La segunda premisa es la persistencia de un daño imprevisible. Esta afirmación trae consecuencias, sobre todo, jurídicas de cara a la responsabilidad de las administraciones urbanísticas. Con un clima bajo patrones nunca visto e inadvertidos, la labor de los jueces al momento de la determinación de la responsabilidad urbanística se torna una proeza que va más allá de todo rasero conocido. Al no poder establecer parámetros racionales sobre lo que pudiera considerarse un daño cierto o potencialmente determinable, queda apelar por fórmulas cada vez más abstractas, como, por ejemplo, se asomó en un voto concurrente de la sentencia número 1632 de fecha 11 de agosto de 2006 de la Sala Constitucional del Tribunal Supremo de Justicia. En el fallo, se habla de la denominada “responsabilidad cívico-social”, donde, se prevé que ocurra un daño, pero no se tiene certeza de cuándo se materializará, quedando entonces ligado al azar. Y como dice la sentencia, “(…) si éste sucede [el azar] por hecho atribuible a alguien, este alguien debe responder (…)”.

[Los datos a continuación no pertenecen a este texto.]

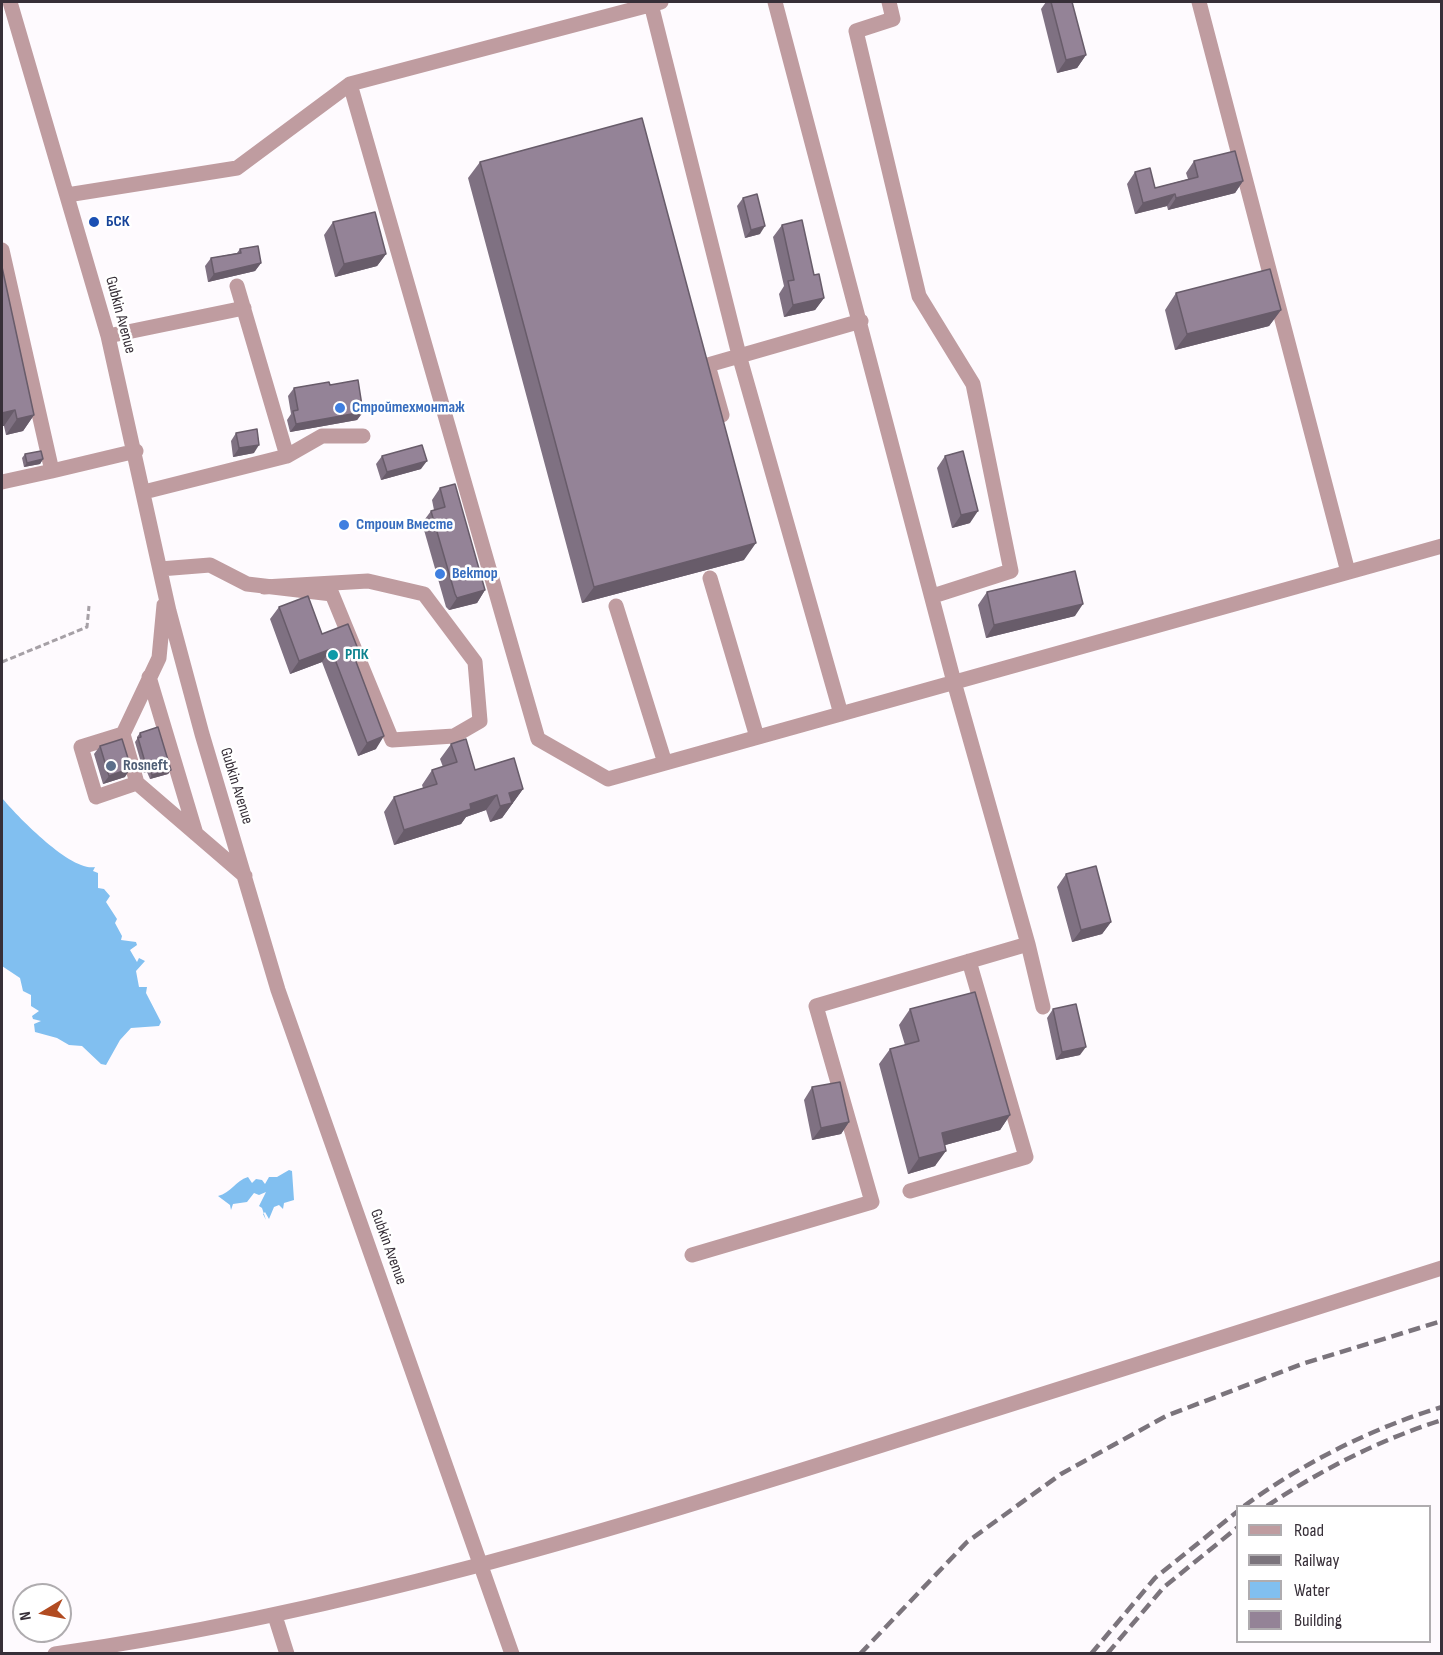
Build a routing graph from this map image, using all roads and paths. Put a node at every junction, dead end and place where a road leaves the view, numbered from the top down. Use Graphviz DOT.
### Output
graph roads {
  1 [pos="10,2"];
  2 [pos="775,2"];
  3 [pos="889,2"];
  4 [pos="1199,2"];
  5 [pos="656,3"];
  6 [pos="350,84"];
  7 [pos="67,195"];
  8 [pos="2,250"];
  9 [pos="237,286"];
  10 [pos="244,308"];
  11 [pos="861,321"];
  12 [pos="108,336"];
  13 [pos="739,355"];
  14 [pos="722,415"];
  15 [pos="363,436"];
  16 [pos="136,451"];
  17 [pos="287,456"];
  18 [pos="52,471"];
  19 [pos="2,482"];
  20 [pos="144,492"];
  21 [pos="1442,546"];
  22 [pos="160,569"];
  23 [pos="1348,572"];
  24 [pos="710,578"];
  25 [pos="264,587"];
  26 [pos="165,591"];
  27 [pos="933,596"];
  28 [pos="89,606"];
  29 [pos="616,606"];
  30 [pos="2,662"];
  31 [pos="149,677"];
  32 [pos="954,682"];
  33 [pos="841,714"];
  34 [pos="123,734"];
  35 [pos="757,737"];
  36 [pos="665,763"];
  37 [pos="138,783"];
  38 [pos="196,834"];
  39 [pos="245,876"];
  40 [pos="1028,944"];
  41 [pos="969,961"];
  42 [pos="1043,1007"];
  43 [pos="910,1191"];
  44 [pos="692,1255"];
  45 [pos="1442,1268"];
  46 [pos="480,1566"];
  47 [pos="275,1616"];
  48 [pos="55,1653"];
  49 [pos="287,1653"];
  50 [pos="512,1653"];
  1 -- 7 [label="street, Gubkin Avenue"];
  2 -- 11 [label="street"];
  3 -- 27 [label="street"];
  4 -- 23 [label="street"];
  5 -- 6 [label="street"];
  5 -- 13 [label="street"];
  6 -- 7 [label="street"];
  6 -- 36 [label="street"];
  7 -- 12 [label="street, Gubkin Avenue"];
  8 -- 18 [label="street"];
  9 -- 10 [label="street"];
  10 -- 12 [label="street"];
  10 -- 17 [label="street"];
  11 -- 13 [label="street"];
  11 -- 27 [label="street"];
  12 -- 16 [label="street, Gubkin Avenue"];
  13 -- 14 [label="street"];
  13 -- 33 [label="street"];
  15 -- 17 [label="street"];
  16 -- 18 [label="street"];
  16 -- 20 [label="street, Gubkin Avenue"];
  17 -- 20 [label="street"];
  18 -- 19 [label="street"];
  20 -- 22 [label="street, Gubkin Avenue"];
  21 -- 23 [label="street"];
  22 -- 25 [label="street"];
  22 -- 26 [label="street, Gubkin Avenue"];
  23 -- 32 [label="street"];
  24 -- 35 [label="street"];
  25 -- 25 [label="street"];
  26 -- 31 [label="street"];
  26 -- 39 [label="street, Gubkin Avenue"];
  27 -- 32 [label="street"];
  28 -- 30 [label="path"];
  29 -- 36 [label="street"];
  31 -- 34 [label="street"];
  31 -- 38 [label="street"];
  32 -- 33 [label="street"];
  32 -- 40 [label="street"];
  33 -- 35 [label="street"];
  34 -- 37 [label="street"];
  34 -- 37 [label="street"];
  35 -- 36 [label="street"];
  37 -- 38 [label="street"];
  38 -- 39 [label="street"];
  39 -- 46 [label="street, Gubkin Avenue"];
  40 -- 41 [label="street"];
  40 -- 42 [label="street"];
  41 -- 43 [label="street"];
  41 -- 44 [label="street"];
  45 -- 46 [label="street"];
  46 -- 47 [label="street"];
  46 -- 50 [label="street, Gubkin Avenue"];
  47 -- 48 [label="street"];
  47 -- 49 [label="street"];
}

La antifragilidad se vuelve, poco a poco, en la más poderosa herramienta para las buenas prácticas urbanísticas, cuya respuesta debería comenzar por aquel consejo de Nassim Nicholas Taleb, donde la lógica del cisne negro “(…) hace que lo que no sabemos sea más importante que lo que sabemos (…)” [El cisne negro. El impacto de lo altamente improbable. Barcelona, Paidós, 2008, p. 26]. Relata el matemático que el tsunami en el océano Índico de diciembre de 2004 pudo haber sido menos desastroso si todas las autoridades hubieran entendido que este tipo de fenómenos no es una rareza, sino más bien producto de una realidad concebible. Sin embargo, a pesar de ello, nuestra base científica cree que lo que conocemos es suficiente para resolver todos los problemas, cuando, es lo contrario (lo que no conocemos) lo que nos motoriza a tomar todo tipo de previsiones. Por ello, las ciudades del futuro, más allá de los motes como Smart cities, o ciudades de proximidad, etc., serán tanto más exitosas en la medida que sus planificadores y autoridades comprendan que se sustentan en realidades naturales extremadamente frágiles. Solo reconociendo que la naturaleza puede ser más lista que nosotros, comenzaremos a replantear nuestras maneras de ocupar y aprovecharnos de los territorios.